Results Clinical Characteristics

API was calculated for 453 patients with advanced HF undergoing haemodynamic evaluation. Clinical features are summarised in Table 1. Median API was 1.9 (1.2–3.3) and mean follow-up was 9.1 years. The total cohort was characterised by low LVEF (19% ± 9%), a majority of men (76%), a relatively young age (51 ± 13 years) and an above average BMI of 26 ± 6 kg/m². Thirty-one per cent had ischaemic HF aetiology. Only nine patients had severe mitral regurgitation (2%) and four had moderate-to-severe mitral regurgitation (1%).
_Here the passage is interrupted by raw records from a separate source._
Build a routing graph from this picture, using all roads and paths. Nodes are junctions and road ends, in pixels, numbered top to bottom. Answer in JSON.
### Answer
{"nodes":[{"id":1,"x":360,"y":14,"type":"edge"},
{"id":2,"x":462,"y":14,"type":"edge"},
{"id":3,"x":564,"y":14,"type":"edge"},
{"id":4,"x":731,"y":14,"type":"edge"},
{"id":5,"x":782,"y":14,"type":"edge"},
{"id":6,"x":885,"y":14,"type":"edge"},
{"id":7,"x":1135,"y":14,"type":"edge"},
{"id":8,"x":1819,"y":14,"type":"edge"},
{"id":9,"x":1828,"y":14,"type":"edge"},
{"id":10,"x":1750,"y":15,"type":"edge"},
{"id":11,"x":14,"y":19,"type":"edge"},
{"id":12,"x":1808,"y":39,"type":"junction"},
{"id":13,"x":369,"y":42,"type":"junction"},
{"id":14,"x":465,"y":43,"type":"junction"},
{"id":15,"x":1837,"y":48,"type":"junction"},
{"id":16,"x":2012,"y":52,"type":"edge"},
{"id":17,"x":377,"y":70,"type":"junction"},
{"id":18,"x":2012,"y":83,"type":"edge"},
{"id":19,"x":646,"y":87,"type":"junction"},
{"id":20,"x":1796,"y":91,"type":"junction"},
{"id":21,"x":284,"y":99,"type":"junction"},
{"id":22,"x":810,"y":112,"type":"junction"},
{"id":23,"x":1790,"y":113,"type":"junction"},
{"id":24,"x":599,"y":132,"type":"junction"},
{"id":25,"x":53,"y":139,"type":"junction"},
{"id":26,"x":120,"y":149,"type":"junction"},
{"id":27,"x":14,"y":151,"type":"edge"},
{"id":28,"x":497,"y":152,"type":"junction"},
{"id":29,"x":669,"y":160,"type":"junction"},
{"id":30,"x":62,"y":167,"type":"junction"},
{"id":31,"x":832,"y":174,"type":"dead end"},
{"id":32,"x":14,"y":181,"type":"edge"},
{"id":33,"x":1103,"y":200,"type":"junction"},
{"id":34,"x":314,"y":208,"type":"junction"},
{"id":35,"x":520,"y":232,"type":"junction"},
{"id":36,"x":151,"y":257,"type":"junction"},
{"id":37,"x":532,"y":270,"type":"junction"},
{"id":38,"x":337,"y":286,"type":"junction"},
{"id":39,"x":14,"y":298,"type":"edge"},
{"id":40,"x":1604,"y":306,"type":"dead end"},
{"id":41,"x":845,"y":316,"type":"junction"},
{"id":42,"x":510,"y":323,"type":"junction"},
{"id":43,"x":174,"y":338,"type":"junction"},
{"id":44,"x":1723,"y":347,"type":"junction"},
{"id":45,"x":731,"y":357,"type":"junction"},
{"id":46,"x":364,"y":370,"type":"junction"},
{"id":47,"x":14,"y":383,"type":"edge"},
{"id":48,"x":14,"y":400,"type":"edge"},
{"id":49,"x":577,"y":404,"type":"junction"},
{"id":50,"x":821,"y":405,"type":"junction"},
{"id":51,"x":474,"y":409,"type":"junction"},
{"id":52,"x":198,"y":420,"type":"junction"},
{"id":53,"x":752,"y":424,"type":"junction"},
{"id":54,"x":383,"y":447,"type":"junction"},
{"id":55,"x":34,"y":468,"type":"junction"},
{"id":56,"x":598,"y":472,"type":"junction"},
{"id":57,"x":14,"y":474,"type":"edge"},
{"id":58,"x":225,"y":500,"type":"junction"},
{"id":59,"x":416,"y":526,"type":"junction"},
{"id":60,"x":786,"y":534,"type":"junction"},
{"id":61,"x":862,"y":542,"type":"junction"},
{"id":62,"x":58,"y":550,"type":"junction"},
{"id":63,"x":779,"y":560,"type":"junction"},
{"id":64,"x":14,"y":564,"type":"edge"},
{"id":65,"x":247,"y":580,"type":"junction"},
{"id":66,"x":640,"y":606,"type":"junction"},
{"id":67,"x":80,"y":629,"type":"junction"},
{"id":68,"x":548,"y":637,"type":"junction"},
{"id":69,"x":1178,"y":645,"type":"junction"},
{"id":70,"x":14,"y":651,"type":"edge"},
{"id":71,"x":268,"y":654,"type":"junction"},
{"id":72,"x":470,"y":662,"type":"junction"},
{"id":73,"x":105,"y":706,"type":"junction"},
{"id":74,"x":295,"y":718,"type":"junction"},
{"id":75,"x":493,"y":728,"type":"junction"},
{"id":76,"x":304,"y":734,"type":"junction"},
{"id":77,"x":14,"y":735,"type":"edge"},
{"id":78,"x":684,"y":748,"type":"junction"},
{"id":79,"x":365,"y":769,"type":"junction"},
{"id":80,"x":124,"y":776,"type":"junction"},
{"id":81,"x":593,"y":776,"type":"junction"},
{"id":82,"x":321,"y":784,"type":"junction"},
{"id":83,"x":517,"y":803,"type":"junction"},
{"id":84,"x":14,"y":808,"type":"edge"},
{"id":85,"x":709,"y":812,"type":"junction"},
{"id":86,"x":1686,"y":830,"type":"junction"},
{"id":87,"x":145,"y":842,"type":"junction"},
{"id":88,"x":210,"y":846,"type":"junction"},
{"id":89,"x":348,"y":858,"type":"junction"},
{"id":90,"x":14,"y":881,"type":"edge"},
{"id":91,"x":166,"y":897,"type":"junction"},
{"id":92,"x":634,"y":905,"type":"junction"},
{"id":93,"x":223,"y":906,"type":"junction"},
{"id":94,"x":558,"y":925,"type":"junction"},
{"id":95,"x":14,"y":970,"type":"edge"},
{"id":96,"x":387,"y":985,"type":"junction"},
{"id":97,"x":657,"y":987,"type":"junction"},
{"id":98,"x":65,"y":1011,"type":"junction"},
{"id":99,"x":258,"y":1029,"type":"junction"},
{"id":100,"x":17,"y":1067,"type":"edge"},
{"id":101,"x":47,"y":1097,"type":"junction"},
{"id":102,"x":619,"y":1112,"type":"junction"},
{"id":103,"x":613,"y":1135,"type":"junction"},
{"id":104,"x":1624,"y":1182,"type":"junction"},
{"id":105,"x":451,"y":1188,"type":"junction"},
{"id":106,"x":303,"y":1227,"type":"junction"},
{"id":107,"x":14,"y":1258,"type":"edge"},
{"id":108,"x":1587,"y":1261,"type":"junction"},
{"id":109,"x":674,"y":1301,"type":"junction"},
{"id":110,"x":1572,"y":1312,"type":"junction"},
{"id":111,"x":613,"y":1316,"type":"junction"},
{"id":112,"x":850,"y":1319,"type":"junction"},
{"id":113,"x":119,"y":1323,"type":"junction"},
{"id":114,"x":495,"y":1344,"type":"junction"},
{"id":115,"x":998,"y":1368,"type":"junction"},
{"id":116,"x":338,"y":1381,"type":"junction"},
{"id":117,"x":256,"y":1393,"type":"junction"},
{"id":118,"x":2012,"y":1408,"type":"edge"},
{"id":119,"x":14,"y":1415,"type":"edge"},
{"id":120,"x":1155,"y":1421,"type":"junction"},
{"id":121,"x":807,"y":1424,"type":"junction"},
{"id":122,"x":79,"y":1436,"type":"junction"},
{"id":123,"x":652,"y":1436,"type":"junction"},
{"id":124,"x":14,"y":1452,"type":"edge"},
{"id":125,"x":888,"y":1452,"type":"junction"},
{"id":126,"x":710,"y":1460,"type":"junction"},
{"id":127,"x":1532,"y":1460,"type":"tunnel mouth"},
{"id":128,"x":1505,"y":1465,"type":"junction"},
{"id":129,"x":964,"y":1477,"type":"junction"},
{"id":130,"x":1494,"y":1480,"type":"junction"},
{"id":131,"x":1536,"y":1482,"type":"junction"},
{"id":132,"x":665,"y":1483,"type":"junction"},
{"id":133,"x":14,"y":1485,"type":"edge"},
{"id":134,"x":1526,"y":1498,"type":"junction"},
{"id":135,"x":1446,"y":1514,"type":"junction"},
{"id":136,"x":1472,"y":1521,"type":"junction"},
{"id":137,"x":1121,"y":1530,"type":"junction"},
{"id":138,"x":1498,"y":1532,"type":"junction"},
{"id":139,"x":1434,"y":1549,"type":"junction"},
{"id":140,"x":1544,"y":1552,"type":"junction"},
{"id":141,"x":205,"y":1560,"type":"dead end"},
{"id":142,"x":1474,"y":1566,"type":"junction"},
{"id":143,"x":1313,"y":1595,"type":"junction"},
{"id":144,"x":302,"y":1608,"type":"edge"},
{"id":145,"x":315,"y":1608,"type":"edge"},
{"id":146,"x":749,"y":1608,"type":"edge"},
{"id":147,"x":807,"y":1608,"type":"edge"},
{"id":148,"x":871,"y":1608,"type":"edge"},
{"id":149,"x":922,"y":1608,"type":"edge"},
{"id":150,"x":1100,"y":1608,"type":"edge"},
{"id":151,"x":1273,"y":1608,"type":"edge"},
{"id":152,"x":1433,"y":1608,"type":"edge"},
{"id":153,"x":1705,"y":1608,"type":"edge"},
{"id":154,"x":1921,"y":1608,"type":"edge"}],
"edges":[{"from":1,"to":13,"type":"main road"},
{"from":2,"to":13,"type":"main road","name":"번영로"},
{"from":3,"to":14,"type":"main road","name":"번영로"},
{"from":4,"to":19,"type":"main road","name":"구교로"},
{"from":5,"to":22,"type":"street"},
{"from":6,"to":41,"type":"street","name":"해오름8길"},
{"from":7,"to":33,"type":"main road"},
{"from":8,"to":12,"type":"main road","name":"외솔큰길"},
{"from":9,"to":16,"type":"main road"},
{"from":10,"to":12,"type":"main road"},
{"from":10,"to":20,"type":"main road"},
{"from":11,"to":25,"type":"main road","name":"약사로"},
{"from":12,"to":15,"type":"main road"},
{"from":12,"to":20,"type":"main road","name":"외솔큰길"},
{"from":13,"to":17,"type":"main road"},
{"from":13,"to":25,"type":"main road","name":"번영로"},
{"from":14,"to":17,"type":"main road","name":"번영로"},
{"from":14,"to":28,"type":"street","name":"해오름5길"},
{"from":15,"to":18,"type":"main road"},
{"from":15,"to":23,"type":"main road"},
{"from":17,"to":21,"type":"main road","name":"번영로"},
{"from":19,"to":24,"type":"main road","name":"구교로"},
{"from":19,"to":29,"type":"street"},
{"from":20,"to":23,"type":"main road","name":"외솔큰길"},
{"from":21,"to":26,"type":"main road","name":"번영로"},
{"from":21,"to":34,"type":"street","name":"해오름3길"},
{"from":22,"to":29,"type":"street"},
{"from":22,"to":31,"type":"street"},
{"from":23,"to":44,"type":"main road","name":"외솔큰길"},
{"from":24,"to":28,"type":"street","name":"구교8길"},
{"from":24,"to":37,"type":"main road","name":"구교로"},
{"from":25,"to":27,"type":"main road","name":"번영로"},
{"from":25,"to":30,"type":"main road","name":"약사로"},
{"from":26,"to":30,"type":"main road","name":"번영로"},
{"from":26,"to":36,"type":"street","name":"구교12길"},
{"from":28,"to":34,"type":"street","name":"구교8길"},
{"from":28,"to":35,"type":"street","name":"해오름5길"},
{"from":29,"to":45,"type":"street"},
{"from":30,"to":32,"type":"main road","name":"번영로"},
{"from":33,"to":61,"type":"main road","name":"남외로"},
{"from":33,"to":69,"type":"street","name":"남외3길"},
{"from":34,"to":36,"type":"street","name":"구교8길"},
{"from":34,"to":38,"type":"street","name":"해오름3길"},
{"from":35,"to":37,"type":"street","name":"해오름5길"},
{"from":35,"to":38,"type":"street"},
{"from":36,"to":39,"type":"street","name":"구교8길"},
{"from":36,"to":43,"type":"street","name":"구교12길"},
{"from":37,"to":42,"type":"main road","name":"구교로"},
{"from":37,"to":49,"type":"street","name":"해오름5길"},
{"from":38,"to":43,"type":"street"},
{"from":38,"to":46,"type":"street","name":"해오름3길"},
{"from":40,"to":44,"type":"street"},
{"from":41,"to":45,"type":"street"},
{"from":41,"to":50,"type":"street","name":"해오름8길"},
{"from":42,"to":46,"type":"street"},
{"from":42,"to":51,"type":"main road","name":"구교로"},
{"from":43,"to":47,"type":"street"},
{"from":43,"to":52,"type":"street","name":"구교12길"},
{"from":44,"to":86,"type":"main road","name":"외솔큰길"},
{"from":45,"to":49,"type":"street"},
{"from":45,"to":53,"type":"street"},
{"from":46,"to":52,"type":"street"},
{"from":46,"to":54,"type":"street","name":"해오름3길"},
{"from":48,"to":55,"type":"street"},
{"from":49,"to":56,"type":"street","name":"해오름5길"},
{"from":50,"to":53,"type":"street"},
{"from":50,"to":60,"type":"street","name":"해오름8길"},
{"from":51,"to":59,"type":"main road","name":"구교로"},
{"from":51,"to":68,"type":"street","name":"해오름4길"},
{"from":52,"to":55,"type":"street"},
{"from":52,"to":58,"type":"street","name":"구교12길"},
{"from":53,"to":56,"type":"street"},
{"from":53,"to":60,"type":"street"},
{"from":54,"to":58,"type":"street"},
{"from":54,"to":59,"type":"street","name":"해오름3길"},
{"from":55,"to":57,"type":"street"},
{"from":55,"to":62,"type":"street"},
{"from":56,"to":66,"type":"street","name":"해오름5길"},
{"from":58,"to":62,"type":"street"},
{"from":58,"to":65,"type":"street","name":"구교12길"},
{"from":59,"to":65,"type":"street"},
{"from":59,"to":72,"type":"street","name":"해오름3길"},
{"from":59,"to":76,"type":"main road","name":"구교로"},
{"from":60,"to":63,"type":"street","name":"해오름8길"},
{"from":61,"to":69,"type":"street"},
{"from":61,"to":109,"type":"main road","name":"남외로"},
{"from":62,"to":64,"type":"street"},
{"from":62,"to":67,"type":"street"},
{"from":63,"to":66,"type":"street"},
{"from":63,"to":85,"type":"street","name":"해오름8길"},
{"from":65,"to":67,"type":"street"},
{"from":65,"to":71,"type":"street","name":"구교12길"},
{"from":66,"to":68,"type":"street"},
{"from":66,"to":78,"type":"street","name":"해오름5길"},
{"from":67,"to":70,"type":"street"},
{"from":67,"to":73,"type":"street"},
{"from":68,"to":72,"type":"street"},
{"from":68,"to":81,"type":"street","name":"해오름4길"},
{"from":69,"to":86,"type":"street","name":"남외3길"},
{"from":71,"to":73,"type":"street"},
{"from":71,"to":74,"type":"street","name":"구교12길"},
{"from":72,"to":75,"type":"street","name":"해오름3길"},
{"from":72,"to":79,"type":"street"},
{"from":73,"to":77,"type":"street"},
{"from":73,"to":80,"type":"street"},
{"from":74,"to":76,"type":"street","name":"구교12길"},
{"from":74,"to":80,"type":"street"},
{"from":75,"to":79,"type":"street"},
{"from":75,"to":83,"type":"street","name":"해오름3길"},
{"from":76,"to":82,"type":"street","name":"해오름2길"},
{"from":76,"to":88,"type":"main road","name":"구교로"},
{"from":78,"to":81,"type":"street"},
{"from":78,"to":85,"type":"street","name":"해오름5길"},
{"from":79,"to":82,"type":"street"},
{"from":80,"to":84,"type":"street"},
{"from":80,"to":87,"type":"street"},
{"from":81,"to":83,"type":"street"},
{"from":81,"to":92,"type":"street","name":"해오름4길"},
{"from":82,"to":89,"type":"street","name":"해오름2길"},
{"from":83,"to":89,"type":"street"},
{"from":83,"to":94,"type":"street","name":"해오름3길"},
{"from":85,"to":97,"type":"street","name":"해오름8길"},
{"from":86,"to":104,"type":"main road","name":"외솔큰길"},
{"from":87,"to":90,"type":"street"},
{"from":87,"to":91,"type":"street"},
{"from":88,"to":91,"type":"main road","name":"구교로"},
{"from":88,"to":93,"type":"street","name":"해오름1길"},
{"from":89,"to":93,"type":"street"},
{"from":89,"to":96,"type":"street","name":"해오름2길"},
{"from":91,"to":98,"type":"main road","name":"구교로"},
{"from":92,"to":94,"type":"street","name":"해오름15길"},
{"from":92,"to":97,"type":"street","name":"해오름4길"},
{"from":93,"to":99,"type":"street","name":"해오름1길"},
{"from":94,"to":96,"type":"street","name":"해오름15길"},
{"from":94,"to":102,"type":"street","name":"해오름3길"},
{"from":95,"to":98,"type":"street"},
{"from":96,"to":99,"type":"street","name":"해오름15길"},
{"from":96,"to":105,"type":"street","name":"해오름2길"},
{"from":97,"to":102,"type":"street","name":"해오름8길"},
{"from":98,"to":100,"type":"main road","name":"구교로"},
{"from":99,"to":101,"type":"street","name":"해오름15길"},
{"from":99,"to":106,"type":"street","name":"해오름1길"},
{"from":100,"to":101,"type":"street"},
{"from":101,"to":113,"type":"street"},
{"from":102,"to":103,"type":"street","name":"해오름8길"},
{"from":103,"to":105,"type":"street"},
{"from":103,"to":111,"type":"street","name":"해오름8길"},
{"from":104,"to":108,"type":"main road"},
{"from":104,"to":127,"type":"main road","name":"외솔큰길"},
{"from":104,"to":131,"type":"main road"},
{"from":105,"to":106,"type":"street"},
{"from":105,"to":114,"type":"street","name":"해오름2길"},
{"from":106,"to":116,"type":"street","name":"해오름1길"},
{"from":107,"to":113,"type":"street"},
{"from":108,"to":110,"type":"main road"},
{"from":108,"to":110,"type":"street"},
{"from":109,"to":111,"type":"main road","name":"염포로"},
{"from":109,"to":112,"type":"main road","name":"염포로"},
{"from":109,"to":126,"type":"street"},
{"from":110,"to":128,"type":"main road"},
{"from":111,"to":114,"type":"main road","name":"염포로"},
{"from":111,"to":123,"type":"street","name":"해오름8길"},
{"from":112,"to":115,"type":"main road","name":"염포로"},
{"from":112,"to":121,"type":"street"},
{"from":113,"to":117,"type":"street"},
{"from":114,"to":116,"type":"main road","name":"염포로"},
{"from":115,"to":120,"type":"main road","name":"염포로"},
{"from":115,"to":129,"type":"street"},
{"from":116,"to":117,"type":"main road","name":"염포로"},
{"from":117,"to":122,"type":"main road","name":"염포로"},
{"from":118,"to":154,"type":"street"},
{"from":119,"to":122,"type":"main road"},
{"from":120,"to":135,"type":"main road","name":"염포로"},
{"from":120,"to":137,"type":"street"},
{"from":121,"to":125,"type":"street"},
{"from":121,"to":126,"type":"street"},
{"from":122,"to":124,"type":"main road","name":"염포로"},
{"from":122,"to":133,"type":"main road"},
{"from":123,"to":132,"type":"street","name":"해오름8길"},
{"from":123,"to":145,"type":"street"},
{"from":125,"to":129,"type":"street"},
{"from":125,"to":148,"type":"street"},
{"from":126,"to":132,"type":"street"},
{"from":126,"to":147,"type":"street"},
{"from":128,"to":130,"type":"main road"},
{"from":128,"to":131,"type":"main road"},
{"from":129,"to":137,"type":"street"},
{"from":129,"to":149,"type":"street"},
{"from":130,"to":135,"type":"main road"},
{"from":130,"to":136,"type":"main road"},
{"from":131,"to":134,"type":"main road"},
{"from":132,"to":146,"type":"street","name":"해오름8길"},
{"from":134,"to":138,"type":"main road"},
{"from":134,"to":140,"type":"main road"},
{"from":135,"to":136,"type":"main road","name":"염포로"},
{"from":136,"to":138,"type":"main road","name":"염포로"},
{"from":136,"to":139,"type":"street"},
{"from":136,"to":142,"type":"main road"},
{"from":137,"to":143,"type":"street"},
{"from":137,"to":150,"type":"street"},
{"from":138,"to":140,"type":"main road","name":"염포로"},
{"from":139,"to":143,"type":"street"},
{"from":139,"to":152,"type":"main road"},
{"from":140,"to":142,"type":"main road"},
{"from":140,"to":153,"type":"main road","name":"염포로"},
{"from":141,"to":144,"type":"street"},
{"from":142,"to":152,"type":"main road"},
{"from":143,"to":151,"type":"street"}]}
Patients were divided into two groups according to low (<1.9) or high (≥1.9) API, where 226 patients had low API and 227 had high API. Comparing the two groups, we found that patients with low API were more often men (84% compared to 68% in the group with high API) and in a higher NYHA class (with 65% of patients with low API classified as NYHA III/IV versus 52% of patients with high API; p=0.009). Patients with low API showed clinical signs of congestion more frequently that patients with high API, with 63% of patients with low API having at least one clinical sign of congestion compared to 38% of patients with high API. Patients with low API had higher median NT-proBNP levels (3,400 versus 1,311 ng/l; p<0.001) and lower LVEF (16% versus 22%; p<0.001).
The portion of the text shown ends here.